In cryptography, RC6 is a symmetric key block cipher derived from RC5. It was designed by Ron Rivest, Matt Robshaw, Ray Sidney, and Yiqun Lisa Yin to meet the requirements of the Advanced Encryption Standard (AES) competition. The algorithm was one of the five finalists, and also was submitted to the NESSIE and CRYPTREC projects. It was a proprietary algorithm, patented by RSA Security. According to Ron Rivest, the RC stands for Ron's Code, but the RC documentation says simply RC6.

RC6 proper has a block size of 128 bits and supports key sizes of 128, 192, and 256 bits up to 2040-bits, but, like RC5, it may be parameterised to support a wide variety of word-lengths, key sizes, and number of rounds. RC6 is very similar to RC5 in structure, using data-dependent rotations, modular addition, and XOR operations; in fact, RC6 could be viewed as interweaving two parallel RC5 encryption processes, although RC6 does use an extra multiplication operation not present in RC5 in order to make the rotation dependent on every bit in a word, and not just the least significant few bits.

==Encryption/decryption==
The key expansion algorithm is practically identical to that of RC5. The only difference is that for RC6, more words are derived from the user-supplied key.

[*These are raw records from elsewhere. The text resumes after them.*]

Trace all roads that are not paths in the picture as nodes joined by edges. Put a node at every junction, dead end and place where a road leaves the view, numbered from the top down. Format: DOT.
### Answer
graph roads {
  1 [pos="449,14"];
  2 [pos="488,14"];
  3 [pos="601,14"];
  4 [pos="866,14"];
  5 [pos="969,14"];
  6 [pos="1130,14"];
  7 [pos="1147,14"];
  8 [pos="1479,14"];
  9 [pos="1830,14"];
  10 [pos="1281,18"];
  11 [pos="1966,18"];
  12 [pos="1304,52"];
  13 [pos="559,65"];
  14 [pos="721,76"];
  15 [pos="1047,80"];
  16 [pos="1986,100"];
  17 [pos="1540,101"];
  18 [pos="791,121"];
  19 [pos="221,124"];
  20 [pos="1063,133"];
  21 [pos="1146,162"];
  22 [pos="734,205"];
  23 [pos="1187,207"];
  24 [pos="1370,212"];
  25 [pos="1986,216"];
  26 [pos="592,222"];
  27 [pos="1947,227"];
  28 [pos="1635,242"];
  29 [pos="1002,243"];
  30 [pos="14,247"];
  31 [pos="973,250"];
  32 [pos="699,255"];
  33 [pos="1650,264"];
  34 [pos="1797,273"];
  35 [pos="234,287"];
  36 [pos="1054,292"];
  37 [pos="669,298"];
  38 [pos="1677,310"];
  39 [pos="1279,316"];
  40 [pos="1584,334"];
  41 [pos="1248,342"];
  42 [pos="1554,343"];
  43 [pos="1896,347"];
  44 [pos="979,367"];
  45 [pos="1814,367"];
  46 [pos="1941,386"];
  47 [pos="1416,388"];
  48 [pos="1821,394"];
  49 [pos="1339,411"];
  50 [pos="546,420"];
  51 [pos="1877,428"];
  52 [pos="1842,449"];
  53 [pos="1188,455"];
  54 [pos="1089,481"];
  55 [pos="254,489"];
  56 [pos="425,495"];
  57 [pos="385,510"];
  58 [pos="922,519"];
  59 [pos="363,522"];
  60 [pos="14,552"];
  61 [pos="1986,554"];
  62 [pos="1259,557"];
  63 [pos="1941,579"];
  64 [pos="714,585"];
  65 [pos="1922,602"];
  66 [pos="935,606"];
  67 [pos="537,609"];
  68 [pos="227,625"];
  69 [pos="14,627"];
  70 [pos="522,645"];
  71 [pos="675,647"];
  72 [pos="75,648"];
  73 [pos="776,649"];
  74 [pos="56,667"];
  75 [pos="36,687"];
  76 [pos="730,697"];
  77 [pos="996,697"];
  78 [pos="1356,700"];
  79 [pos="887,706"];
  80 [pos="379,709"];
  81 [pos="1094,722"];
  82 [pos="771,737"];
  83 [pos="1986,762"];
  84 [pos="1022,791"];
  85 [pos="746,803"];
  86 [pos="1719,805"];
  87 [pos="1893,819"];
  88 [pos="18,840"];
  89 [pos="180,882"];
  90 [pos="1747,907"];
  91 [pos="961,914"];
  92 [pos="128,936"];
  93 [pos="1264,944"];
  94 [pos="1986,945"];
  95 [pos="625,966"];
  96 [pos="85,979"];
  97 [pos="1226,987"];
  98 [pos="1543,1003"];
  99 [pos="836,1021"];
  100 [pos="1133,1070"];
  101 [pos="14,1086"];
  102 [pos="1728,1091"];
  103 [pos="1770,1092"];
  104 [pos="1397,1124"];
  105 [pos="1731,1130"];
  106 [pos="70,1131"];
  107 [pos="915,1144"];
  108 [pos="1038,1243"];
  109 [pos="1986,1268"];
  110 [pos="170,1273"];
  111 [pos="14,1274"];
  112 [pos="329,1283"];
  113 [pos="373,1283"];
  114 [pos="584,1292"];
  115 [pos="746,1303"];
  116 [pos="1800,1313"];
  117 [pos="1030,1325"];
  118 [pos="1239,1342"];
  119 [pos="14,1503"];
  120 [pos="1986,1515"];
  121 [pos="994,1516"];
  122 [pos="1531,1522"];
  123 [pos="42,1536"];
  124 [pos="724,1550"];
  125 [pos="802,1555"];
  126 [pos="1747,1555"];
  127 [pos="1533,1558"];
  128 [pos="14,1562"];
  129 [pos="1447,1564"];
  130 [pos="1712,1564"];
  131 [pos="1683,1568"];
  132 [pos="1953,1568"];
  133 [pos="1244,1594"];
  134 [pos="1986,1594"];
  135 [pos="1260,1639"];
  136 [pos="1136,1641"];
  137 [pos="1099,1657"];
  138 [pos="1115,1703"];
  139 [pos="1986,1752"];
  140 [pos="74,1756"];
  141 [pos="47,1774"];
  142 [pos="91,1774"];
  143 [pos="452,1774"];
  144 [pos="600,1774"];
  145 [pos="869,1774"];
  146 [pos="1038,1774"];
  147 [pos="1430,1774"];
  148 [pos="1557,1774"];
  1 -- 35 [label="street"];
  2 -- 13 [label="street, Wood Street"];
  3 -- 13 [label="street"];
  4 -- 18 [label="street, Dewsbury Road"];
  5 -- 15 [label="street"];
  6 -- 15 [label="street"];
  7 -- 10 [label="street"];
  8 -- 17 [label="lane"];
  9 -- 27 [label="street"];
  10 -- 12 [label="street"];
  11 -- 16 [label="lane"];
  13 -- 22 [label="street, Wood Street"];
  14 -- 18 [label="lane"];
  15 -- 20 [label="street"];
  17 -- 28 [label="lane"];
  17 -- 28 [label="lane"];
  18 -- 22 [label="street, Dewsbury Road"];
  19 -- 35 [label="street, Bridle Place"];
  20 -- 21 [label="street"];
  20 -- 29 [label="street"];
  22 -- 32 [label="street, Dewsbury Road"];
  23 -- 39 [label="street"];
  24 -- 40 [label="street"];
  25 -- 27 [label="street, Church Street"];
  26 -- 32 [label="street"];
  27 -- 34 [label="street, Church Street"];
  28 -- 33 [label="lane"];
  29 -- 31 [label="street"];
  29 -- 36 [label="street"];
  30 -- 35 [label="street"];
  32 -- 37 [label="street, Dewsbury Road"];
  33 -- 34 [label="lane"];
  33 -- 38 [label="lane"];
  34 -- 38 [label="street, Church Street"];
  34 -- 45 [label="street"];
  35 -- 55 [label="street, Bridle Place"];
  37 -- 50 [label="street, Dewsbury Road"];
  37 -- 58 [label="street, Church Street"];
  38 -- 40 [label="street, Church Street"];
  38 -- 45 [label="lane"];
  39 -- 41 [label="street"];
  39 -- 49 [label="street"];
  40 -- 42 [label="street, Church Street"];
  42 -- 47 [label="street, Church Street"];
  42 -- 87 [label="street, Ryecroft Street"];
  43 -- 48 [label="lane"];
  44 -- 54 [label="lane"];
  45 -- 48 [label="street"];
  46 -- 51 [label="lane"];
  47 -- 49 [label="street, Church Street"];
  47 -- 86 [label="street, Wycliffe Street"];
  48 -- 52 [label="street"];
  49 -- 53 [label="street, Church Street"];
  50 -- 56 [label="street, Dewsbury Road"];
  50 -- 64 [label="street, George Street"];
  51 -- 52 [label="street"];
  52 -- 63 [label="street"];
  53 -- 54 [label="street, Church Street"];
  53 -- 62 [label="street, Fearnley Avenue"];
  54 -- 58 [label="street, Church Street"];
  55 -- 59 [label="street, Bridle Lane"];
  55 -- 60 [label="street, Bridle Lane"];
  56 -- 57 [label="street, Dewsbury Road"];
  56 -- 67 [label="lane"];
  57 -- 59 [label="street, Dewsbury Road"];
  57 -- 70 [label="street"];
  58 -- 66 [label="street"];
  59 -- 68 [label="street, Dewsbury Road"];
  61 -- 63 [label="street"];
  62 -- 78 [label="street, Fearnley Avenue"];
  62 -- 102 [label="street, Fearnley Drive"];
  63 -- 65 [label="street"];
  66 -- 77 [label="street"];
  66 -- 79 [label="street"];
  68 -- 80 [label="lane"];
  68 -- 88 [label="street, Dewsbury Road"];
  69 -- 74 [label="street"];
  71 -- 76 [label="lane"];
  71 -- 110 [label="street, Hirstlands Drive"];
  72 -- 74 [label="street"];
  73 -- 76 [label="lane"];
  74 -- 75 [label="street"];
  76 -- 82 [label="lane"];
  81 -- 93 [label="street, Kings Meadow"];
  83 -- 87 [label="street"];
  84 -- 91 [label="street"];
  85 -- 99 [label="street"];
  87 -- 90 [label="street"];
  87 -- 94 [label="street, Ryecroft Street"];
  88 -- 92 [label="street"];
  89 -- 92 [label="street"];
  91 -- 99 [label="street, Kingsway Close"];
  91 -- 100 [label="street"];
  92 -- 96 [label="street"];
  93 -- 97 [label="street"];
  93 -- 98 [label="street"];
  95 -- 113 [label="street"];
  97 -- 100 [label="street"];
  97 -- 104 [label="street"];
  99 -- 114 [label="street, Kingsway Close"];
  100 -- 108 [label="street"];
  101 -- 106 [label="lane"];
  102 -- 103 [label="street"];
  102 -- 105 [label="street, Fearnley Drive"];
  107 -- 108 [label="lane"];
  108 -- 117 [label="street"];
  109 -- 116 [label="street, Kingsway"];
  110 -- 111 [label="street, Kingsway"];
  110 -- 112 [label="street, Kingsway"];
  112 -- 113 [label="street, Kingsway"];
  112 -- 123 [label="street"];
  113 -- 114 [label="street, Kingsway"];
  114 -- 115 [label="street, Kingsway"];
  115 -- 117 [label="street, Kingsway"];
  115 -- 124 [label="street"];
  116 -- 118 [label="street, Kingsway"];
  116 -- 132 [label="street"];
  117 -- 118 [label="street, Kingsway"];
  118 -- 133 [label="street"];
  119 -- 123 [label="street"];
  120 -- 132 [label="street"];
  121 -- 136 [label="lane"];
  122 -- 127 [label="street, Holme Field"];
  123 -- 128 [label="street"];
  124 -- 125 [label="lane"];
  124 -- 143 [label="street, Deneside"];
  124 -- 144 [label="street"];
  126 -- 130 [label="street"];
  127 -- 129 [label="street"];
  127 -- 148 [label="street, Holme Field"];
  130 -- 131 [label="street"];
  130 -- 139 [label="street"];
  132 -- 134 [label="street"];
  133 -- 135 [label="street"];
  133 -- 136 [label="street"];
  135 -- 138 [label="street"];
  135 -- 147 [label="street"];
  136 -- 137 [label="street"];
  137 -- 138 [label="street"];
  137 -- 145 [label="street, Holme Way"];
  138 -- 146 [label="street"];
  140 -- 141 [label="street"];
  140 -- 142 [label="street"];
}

// Encryption/Decryption with RC6-w/r/b
//
// Input: Plaintext stored in four w-bit input registers A, B, C & D
// 	r is the number of rounds
// 	w-bit round keys S[0, ... , 2r + 3]
//
// Output: Ciphertext stored in A, B, C, D
//
// Encryption Procedure:

	B = B + S[0]
	D = D + S[1]
	for i = 1 to r do
	{
		t = (B * (2B + 1)) <<< lg w
		u = (D * (2D + 1)) <<< lg w
		A = ((A ^ t) <<< u) + S[2i]
		C = ((C ^ u) <<< t) + S[2i + 1]
		(A, B, C, D) = (B, C, D, A)
	}
	A = A + S[2r + 2]
	C = C + S[2r + 3]

// Decryption Procedure:

	C = C - S[2r + 3]
	A = A - S[2r + 2]
	for i = r downto 1 do
	{
		(A, B, C, D) = (D, A, B, C)
		u = (D * (2D + 1)) <<< lg w
		t = (B * (2B + 1)) <<< lg w
		C = ((C - S[2i + 1]) >>> t) ^ u
		A = ((A - S[2i]) >>> u) ^ t
	}
	D = D - S[1]
	B = B - S[0]

==Possible use in NSA "implants"==
In August 2016, code reputed to be Equation Group or NSA "implants" for various network security devices was disclosed. The accompanying instructions revealed that some of these programs use RC6 for confidentiality of network communications.

==Licensing==
As RC6 was not selected for the AES, it was not guaranteed that RC6 is royalty-free. As of January 2017, a web page on the official web site of the designers of RC6, RSA Laboratories, states the following:

"We emphasize that if RC6 is selected for the AES, RSA Security will not require any licensing or royalty payments for products using the algorithm".

The emphasis on the word "if" suggests that RSA Security Inc. may have required licensing and royalty payments for any products using the RC6 algorithm. RC6 was a patented encryption algorithm ( and ); however, the patents expired between 2015 and 2017.